Your instructions: Find all lines with the word "points" in the material, then copy them.

(Data records begins)

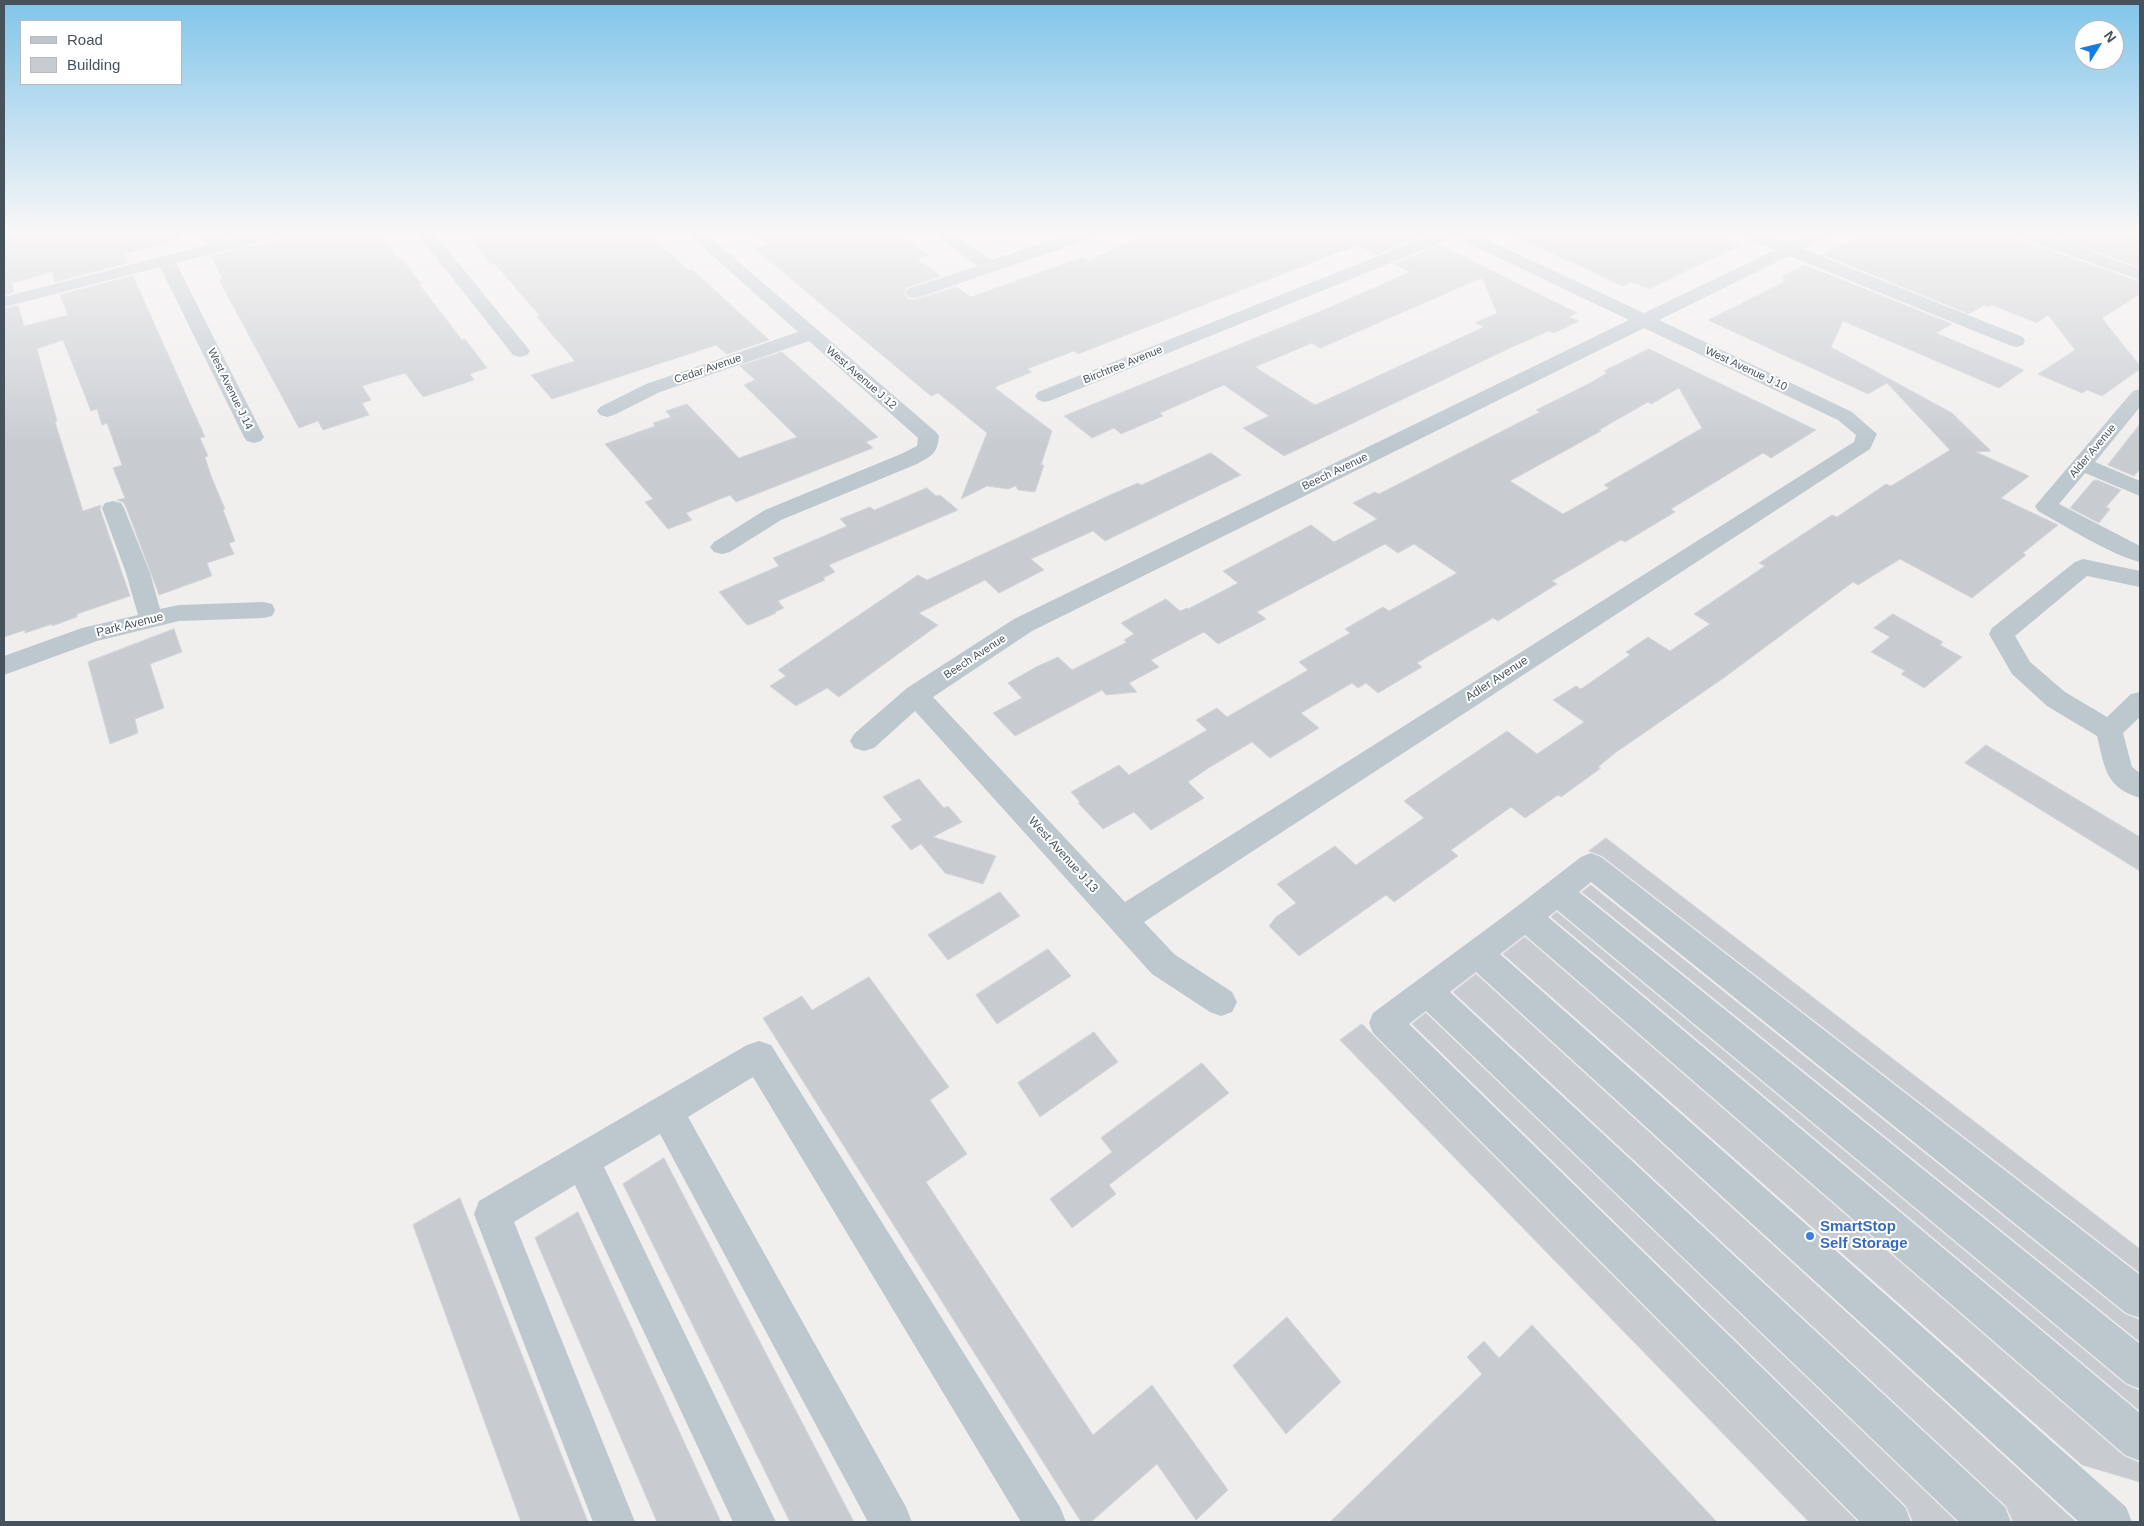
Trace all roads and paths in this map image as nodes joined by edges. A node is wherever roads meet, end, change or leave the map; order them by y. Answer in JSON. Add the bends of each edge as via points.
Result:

(Data records ends)
(Data records begins)

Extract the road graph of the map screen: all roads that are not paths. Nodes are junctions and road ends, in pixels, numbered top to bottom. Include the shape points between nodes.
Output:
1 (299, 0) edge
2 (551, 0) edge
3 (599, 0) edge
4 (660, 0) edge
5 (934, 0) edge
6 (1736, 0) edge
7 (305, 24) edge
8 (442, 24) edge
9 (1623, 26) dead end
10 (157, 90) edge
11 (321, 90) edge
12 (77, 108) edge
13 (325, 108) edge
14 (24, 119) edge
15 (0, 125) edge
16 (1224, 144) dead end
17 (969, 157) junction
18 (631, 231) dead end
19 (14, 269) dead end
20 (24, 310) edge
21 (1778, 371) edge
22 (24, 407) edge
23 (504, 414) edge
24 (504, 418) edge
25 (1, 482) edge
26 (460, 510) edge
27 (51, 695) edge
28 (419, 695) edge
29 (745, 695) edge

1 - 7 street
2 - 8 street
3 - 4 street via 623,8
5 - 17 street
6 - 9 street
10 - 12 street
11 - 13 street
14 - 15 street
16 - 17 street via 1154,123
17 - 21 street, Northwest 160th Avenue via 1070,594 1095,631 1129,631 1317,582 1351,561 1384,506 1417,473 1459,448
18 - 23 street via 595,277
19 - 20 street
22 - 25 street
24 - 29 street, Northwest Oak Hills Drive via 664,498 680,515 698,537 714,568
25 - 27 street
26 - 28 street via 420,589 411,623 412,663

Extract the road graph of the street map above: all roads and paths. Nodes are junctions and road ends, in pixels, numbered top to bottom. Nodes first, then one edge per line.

(Data records ends)
(Data records begins)

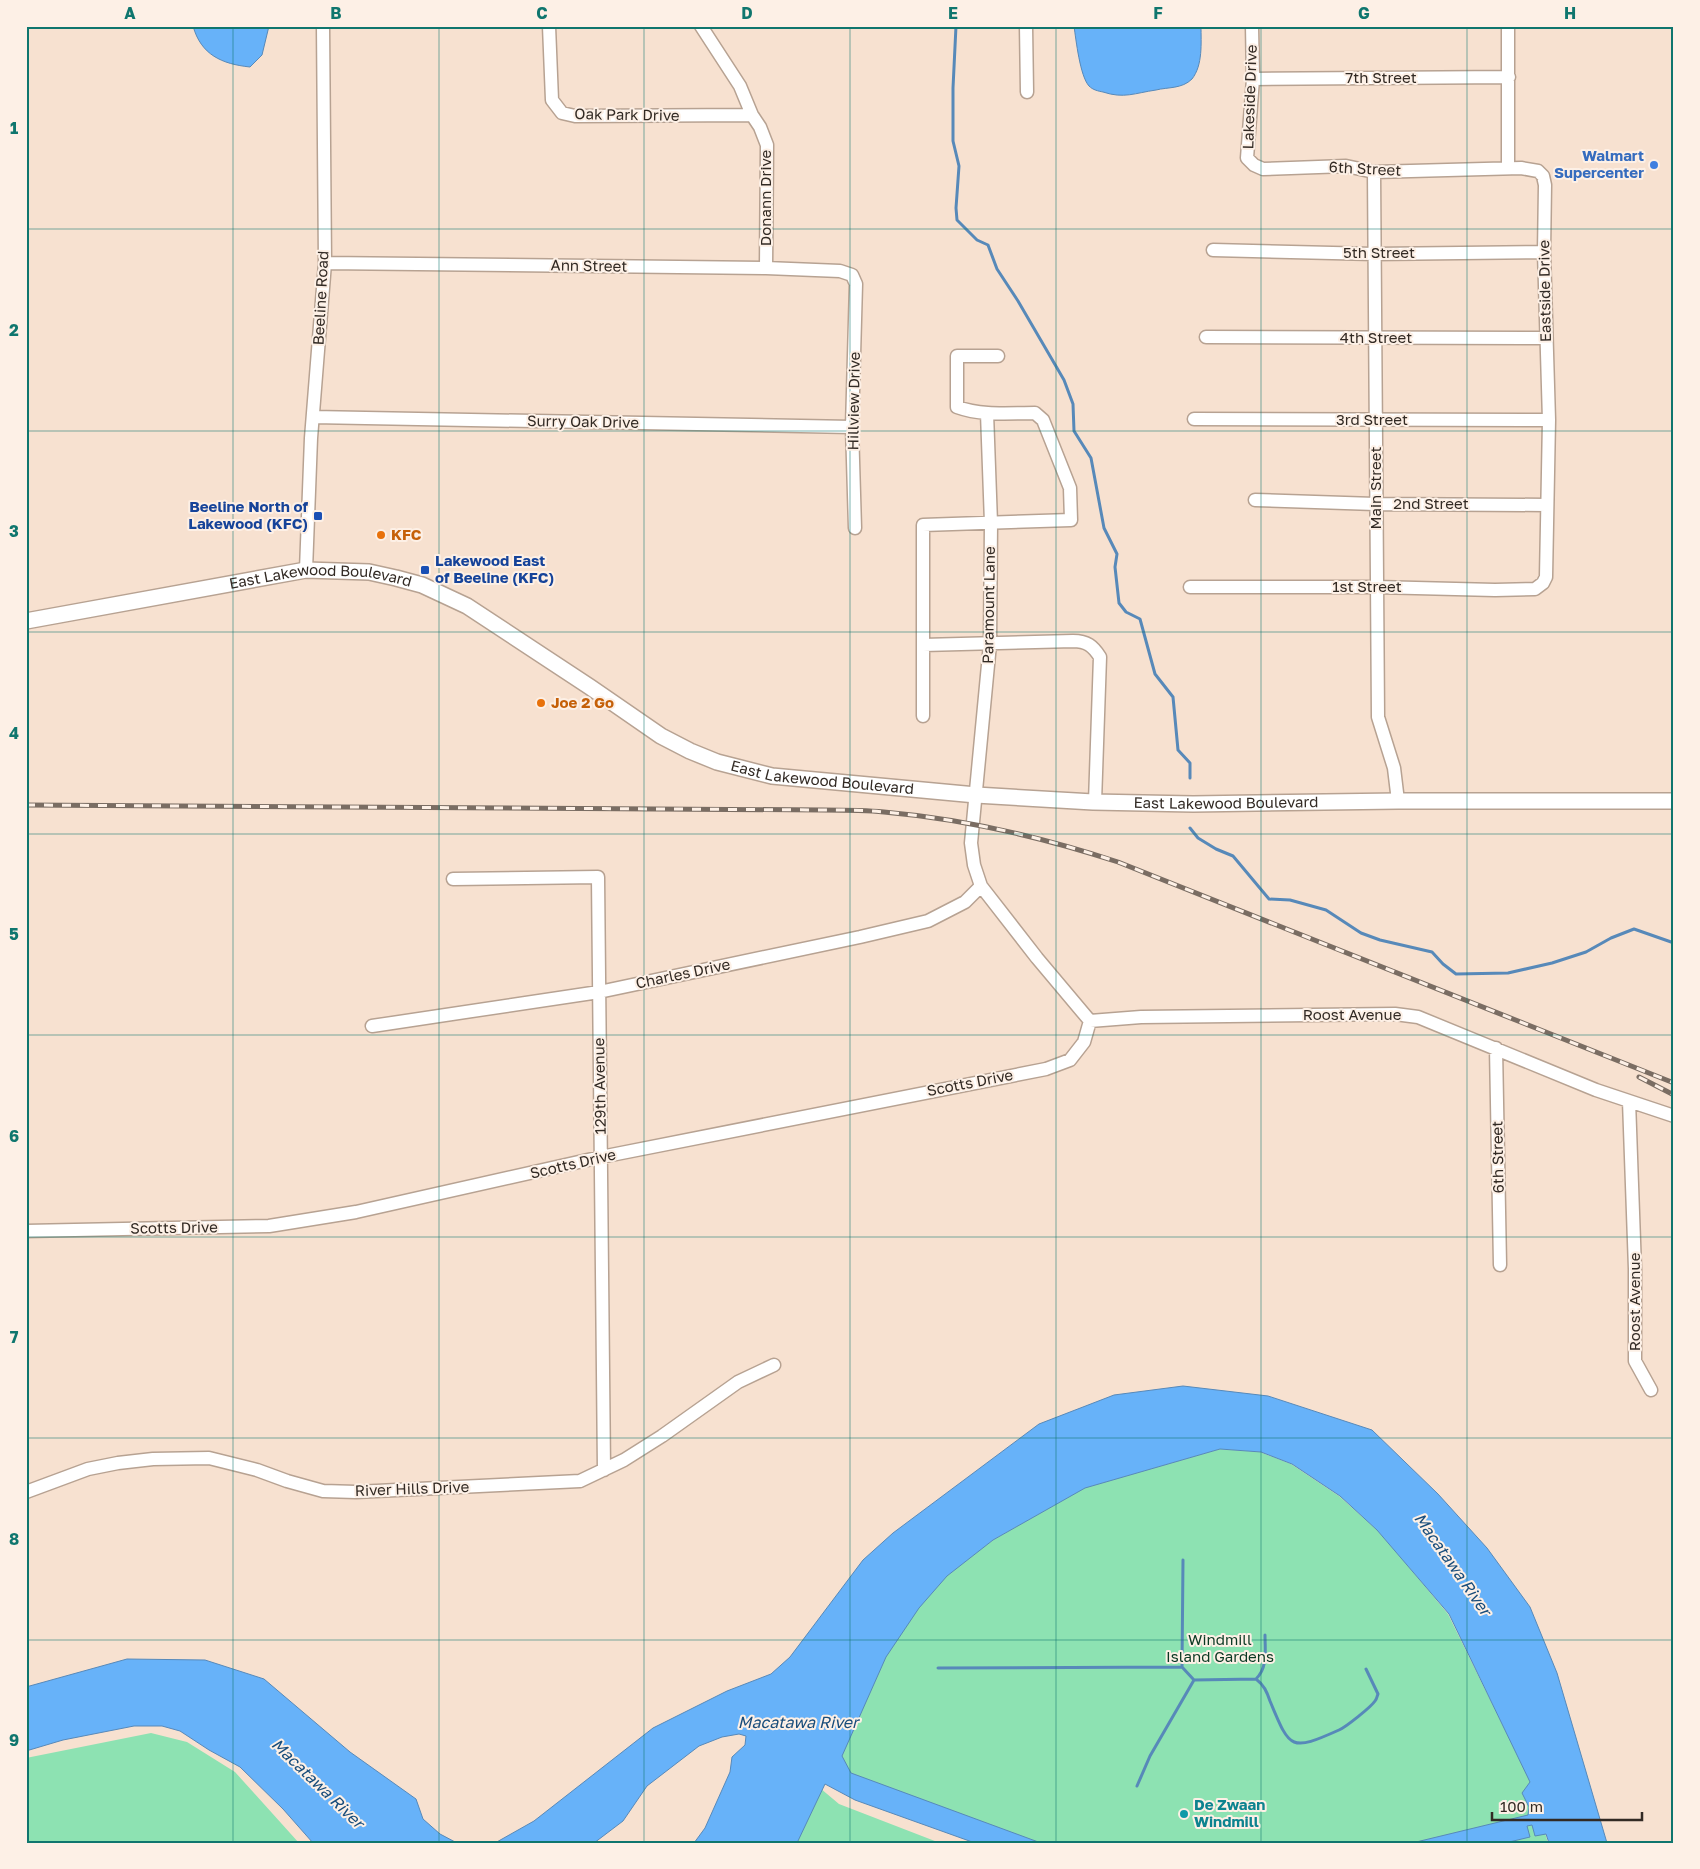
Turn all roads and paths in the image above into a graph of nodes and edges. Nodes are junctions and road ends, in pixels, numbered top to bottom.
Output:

(Data records ends)

Finished exercise:
Trace all roads and paths in this map image as nodes joined by edges. A node is wherever roads meet, end, change or leave the map; order them by y. Answer in JSON. Add the bends of each edge as via points.
Extract the road graph of the map screen: all roads that are not paths. Nodes are junctions and road ends, in pixels, numbered top to bottom. Include the shape points between nodes.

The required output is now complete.